Oltre lo Stato, oltre la legge
Guardando alla globalizzazione e ai suoi attori dall’angolo visuale del diritto (quello che interessa in questa sede) sembra potersi osservare che il contesto in cui la globalizzazione in senso stretto si è affermata – e si sta ancora sviluppando, allargandosi a macchia d’olio, con il tendenziale coinvolgimento pure delle imprese medio-grandi e persino di medie imprese – è quello di una crisi che ha investito molti aspetti fondamentali dell’impalcatura (di forme, di strumenti, di concetti, di presupposti, di punti di riferimento) che sino a ieri aveva sorretto l’universo giuridico e dato un quadro di certezze alla società e all’economia. La globalizzazione è espressione (e, al medesimo tempo, almeno in parte, causa) della crisi dei due principali protagonisti del ‘teatro giuridico’ moderno, e cioè dello Stato e della legge. Non è possibile qui ripercorrere le fasi di questo processo di sgretolamento. Basti notare che esso non ha colpito soltanto lo Stato sovrano, nazionale e territoriale, ma anche la principale espressione del suo potere, la legge formale. Nel senso che la crisi dello ius positum, del diritto scritto, e del suo modello estremo, il Codice, è, sotto molti aspetti, espressione della crisi dello Stato come monopolista della legge, come unico legislatore. La storia istituzionale di questi ultimi due secoli è storia del declino, lento, graduale, malinconico, del modello illuminista di legge e di Stato. Un declino a diverse velocità e a macchia di leopardo, con accelerazioni e rallentamenti, tra contraddizioni e incongruenze, ma nel suo complesso inesorabile. È su questo terreno di disgregazione giuridica, di sgretolamento delle forme, e di transizione, che nasce e si sviluppa il fenomeno di cui ci stiamo occupando.
Bisogna al riguardo osservare che un elemento ulteriore, e forse decisivo, che ha contribuito in maniera significativa a determinare la crisi dei due pilastri dell’ordine giuridico tradizionale (lo Stato sovrano e territoriale e la legge scritta), è da ricondurre proprio a quell’élan vital della borghesia produttiva che l’aveva creato e poi occupato.

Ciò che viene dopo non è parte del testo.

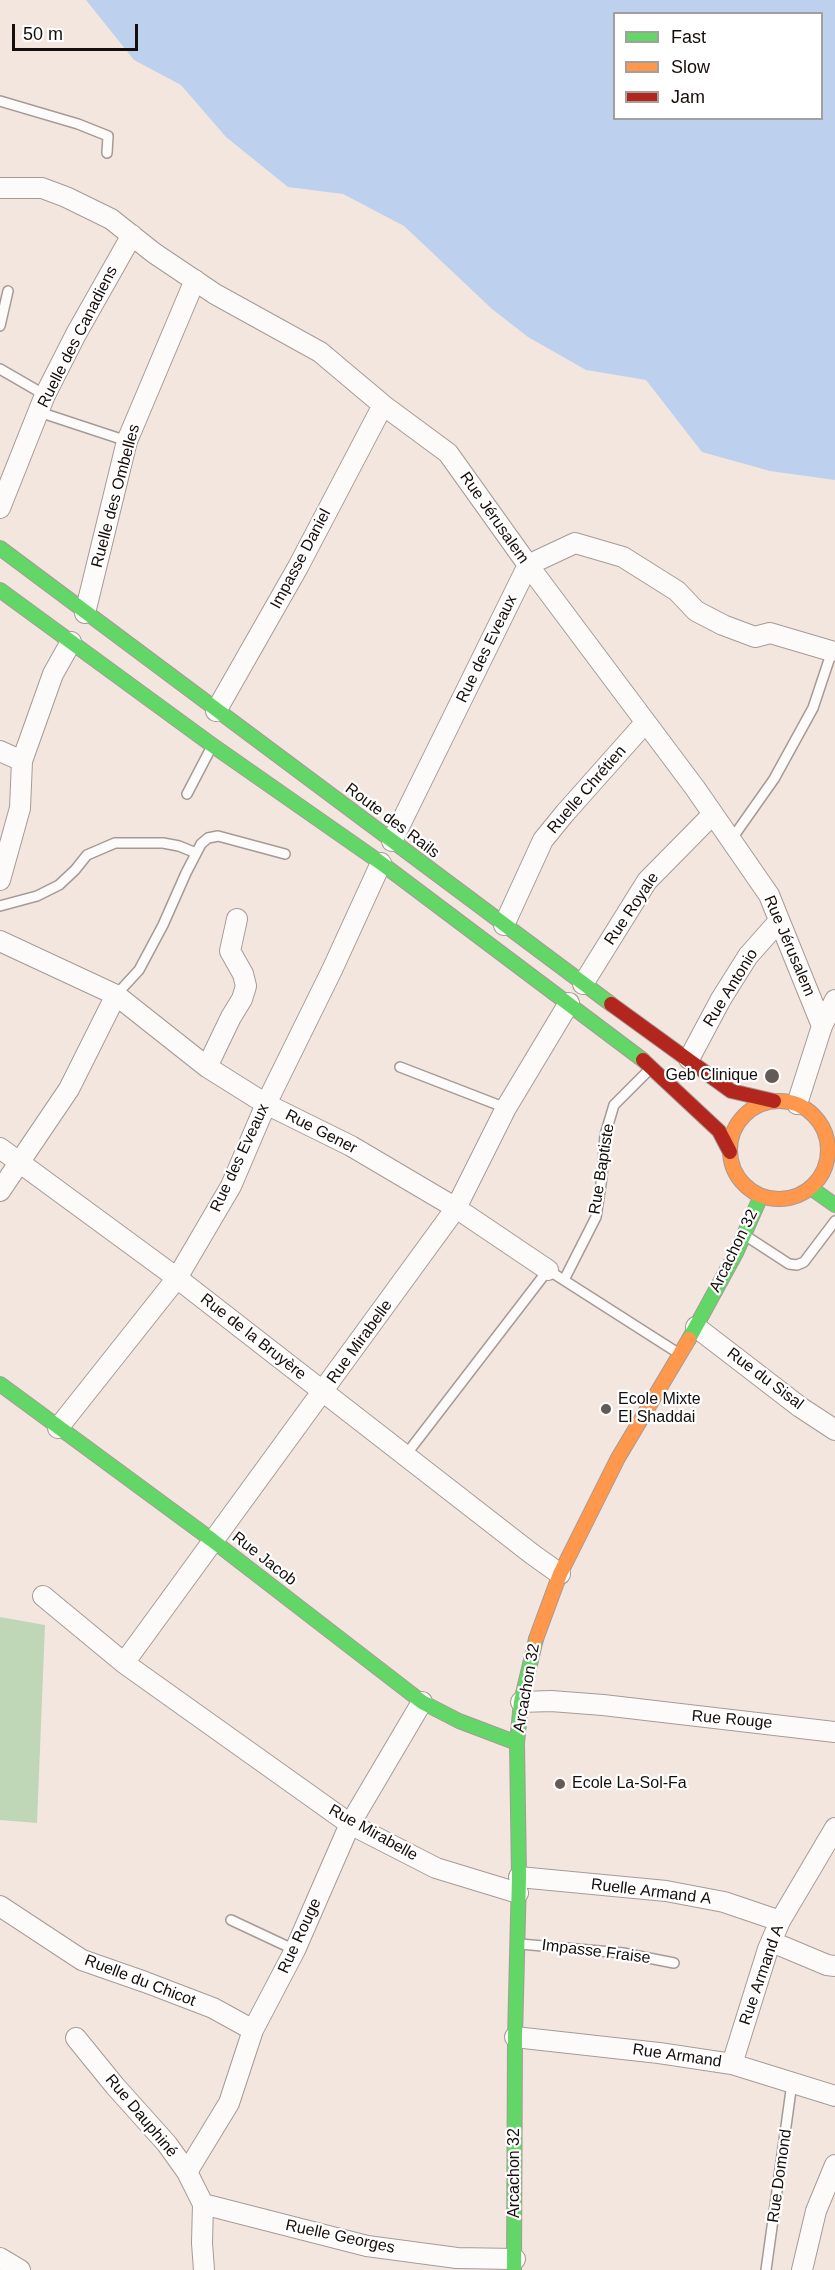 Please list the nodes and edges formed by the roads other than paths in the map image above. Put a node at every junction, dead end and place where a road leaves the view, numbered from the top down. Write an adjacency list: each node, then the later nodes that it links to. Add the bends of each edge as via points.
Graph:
1 (0, 101): 2 (lane, via 108,136)
2 (106, 153)
3 (0, 188): 4 (street, Rue Jérusalem, via 42,188 111,219)
4 (132, 235): 5 (street, Rue Jérusalem); 9 (street, Ruelle des Canadiens)
5 (195, 280): 10 (street, Rue Jérusalem, via 320,352); 11 (street, Ruelle des Ombelles)
6 (8, 291): 7 (lane)
7 (0, 326)
8 (0, 369): 9 (lane)
9 (42, 404): 11 (lane); 12 (street, Ruelle des Canadiens)
10 (383, 405): 14 (street, Rue Jérusalem, via 448,453); 19 (street, Impasse Daniel)
11 (127, 441): 16 (street, Ruelle des Ombelles)
12 (0, 508)
13 (0, 548): 16 (main road, Route des Rails)
14 (528, 565): 18 (street, via 575,543 623,557 677,591 696,611 723,625 755,637 770,633); 20 (street, Rue Jérusalem); 27 (street, Rue des Eveaux)
15 (0, 590): 17 (main road)
16 (86, 613): 19 (main road, Route des Rails)
17 (71, 642): 21 (main road); 23 (street, via 52,674)
18 (833, 651): 26 (lane, via 813,708 774,779)
19 (216, 711): 27 (main road, Route des Rails)
20 (645, 723): 25 (street, Rue Jérusalem); 35 (street, Ruelle Chrétien, via 543,840)
21 (212, 745): 24 (lane); 30 (main road)
22 (0, 751): 23 (street)
23 (22, 761): 31 (street, via 20,808)
24 (187, 794)
25 (712, 814): 26 (street, Rue Jérusalem); 37 (street, Rue Royale, via 647,881)
26 (731, 840): 34 (street, Rue Jérusalem, via 769,896)
27 (392, 841): 35 (main road, Route des Rails)
28 (196, 853): 29 (lane, via 208,838 218,836); 32 (lane, via 163,843 115,843 87,855 59,885); 38 (lane, via 139,970)
29 (285, 854)
30 (381, 863): 40 (main road); 47 (street, Rue des Eveaux)
31 (0, 880)
32 (0, 906)
33 (237, 919): 43 (street, via 230,951 246,986)
34 (779, 921): 41 (street, Rue Jérusalem); 42 (street, Rue Antonio, via 748,956)
35 (504, 925): 37 (main road, Route des Rails)
36 (0, 941): 38 (street, Rue Gener)
37 (583, 984): 42 (main road, Route des Rails)
38 (116, 996): 43 (street, Rue Gener); 54 (street, via 69,1089)
39 (835, 1000): 41 (street)
40 (569, 1003): 45 (main road); 49 (street, Rue Mirabelle)
41 (822, 1026): 48 (street)
42 (689, 1059): 46 (main road, Route des Rails, via 731,1091)
43 (207, 1067): 47 (street, Rue Gener)
44 (400, 1067): 49 (lane)
45 (653, 1067): 52 (main road, via 719,1131); 62 (lane, Rue Baptiste, via 614,1106 605,1135 596,1217)
46 (774, 1101): 48 (main road); 52 (main road, via 759,1105 737,1124)
47 (266, 1104): 59 (street, Rue Gener, via 351,1146); 63 (street, Rue des Eveaux, via 231,1186)
48 (797, 1104): 50 (main road)
49 (506, 1108): 59 (street, Rue Mirabelle)
50 (822, 1125): 53 (main road); 55 (main road, via 829,1152 820,1178)
51 (0, 1148): 54 (street, Rue de la Bruyère)
52 (730, 1152): 57 (main road, via 739,1179)
53 (835, 1152)
54 (20, 1162): 56 (street); 63 (street, Rue de la Bruyère)
55 (811, 1188): 57 (main road, via 787,1199); 58 (main road)
56 (0, 1191)
57 (761, 1196): 61 (main road, Arcachon 32)
58 (835, 1205)
59 (456, 1208): 62 (street, Rue Gener); 67 (street, Rue Mirabelle)
60 (835, 1221): 61 (lane, via 804,1262 797,1265 789,1264)
61 (744, 1235): 64 (main road, Arcachon 32)
62 (556, 1275): 65 (lane, Rue Gener); 70 (lane)
63 (177, 1278): 67 (street, Rue de la Bruyère); 68 (street, Rue des Eveaux)
64 (696, 1327): 65 (main road, Arcachon 32); 69 (street, Rue du Sisal)
65 (679, 1353): 72 (main road, Arcachon 32, via 618,1458)
66 (0, 1384): 68 (main road, Rue Jacob)
67 (324, 1392): 70 (street, Rue de la Bruyère); 71 (street, Rue Mirabelle)
68 (58, 1428): 71 (main road, Rue Jacob)
69 (835, 1430)
70 (405, 1456): 72 (street, Rue de la Bruyère)
71 (212, 1540): 74 (street, Rue Mirabelle); 75 (main road, Rue Jacob)
72 (560, 1574): 76 (main road, Arcachon 32, via 536,1637)
73 (43, 1596): 74 (street, Rue Mirabelle)
74 (124, 1663): 79 (street, Rue Mirabelle)
75 (422, 1702): 78 (main road, Rue Jacob); 79 (street, Rue Rouge)
76 (521, 1702): 77 (street, Rue Rouge, via 614,1706); 78 (main road, Arcachon 32)
77 (835, 1732)
78 (517, 1743): 81 (main road, Arcachon 32)
79 (350, 1824): 81 (street, Rue Mirabelle, via 436,1868); 87 (street, Rue Rouge)
80 (835, 1828): 84 (street, Rue Armand A)
81 (518, 1885): 84 (street, Ruelle Armand A, via 666,1891 724,1902); 86 (main road, Arcachon 32)
82 (0, 1906): 90 (street, Ruelle du Chicot, via 82,1960 213,2008)
83 (231, 1920): 87 (lane)
84 (780, 1921): 85 (street, Rue Armand A)
85 (772, 1942): 89 (street); 93 (street, Rue Armand A)
86 (518, 1943): 88 (lane, Impasse Fraise, via 624,1953); 91 (main road, Arcachon 32)
87 (295, 1950): 90 (street, Rue Rouge)
88 (675, 1963)
89 (835, 1966)
90 (253, 2030): 97 (street, Rue Rouge, via 229,2103)
91 (515, 2037): 93 (street, Rue Armand); 99 (main road, Arcachon 32)
92 (76, 2038): 97 (street, Rue Dauphiné, via 167,2144)
93 (732, 2064): 94 (street, Rue Armand)
94 (792, 2083): 95 (street, Rue Armand); 101 (lane, Rue Domond)
95 (835, 2096)
96 (835, 2165): 102 (street, via 816,2211)
97 (186, 2172): 98 (street, Rue Dauphiné)
98 (203, 2204): 99 (street, Ruelle Georges, via 367,2246); 100 (street, Rue Dauphiné)
99 (514, 2265)
100 (204, 2270)
101 (766, 2270)
102 (802, 2270)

In netto contrasto con lo spirito quieto e distaccato della nobiltà agraria e pastorale, il demone della borghesia, e specialmente delle sue punte industriali e commerciali più produttive, più capaci e più forti, è quello dell’intrapresa, dell’avventura economica, che si concretizza nella passione per il rischio, nella continua ricerca dell’innovazione tecnica, nell’ambizione di conquistare sempre nuovi mercati, nella ricerca della novità e del profitto e, contemporaneamente, nella incessante fuga dallo spettro della crisi (anticamera, spesso, della bancarotta e del fallimento): è insomma lo spirito indomito di superamento dei limiti e dei confini.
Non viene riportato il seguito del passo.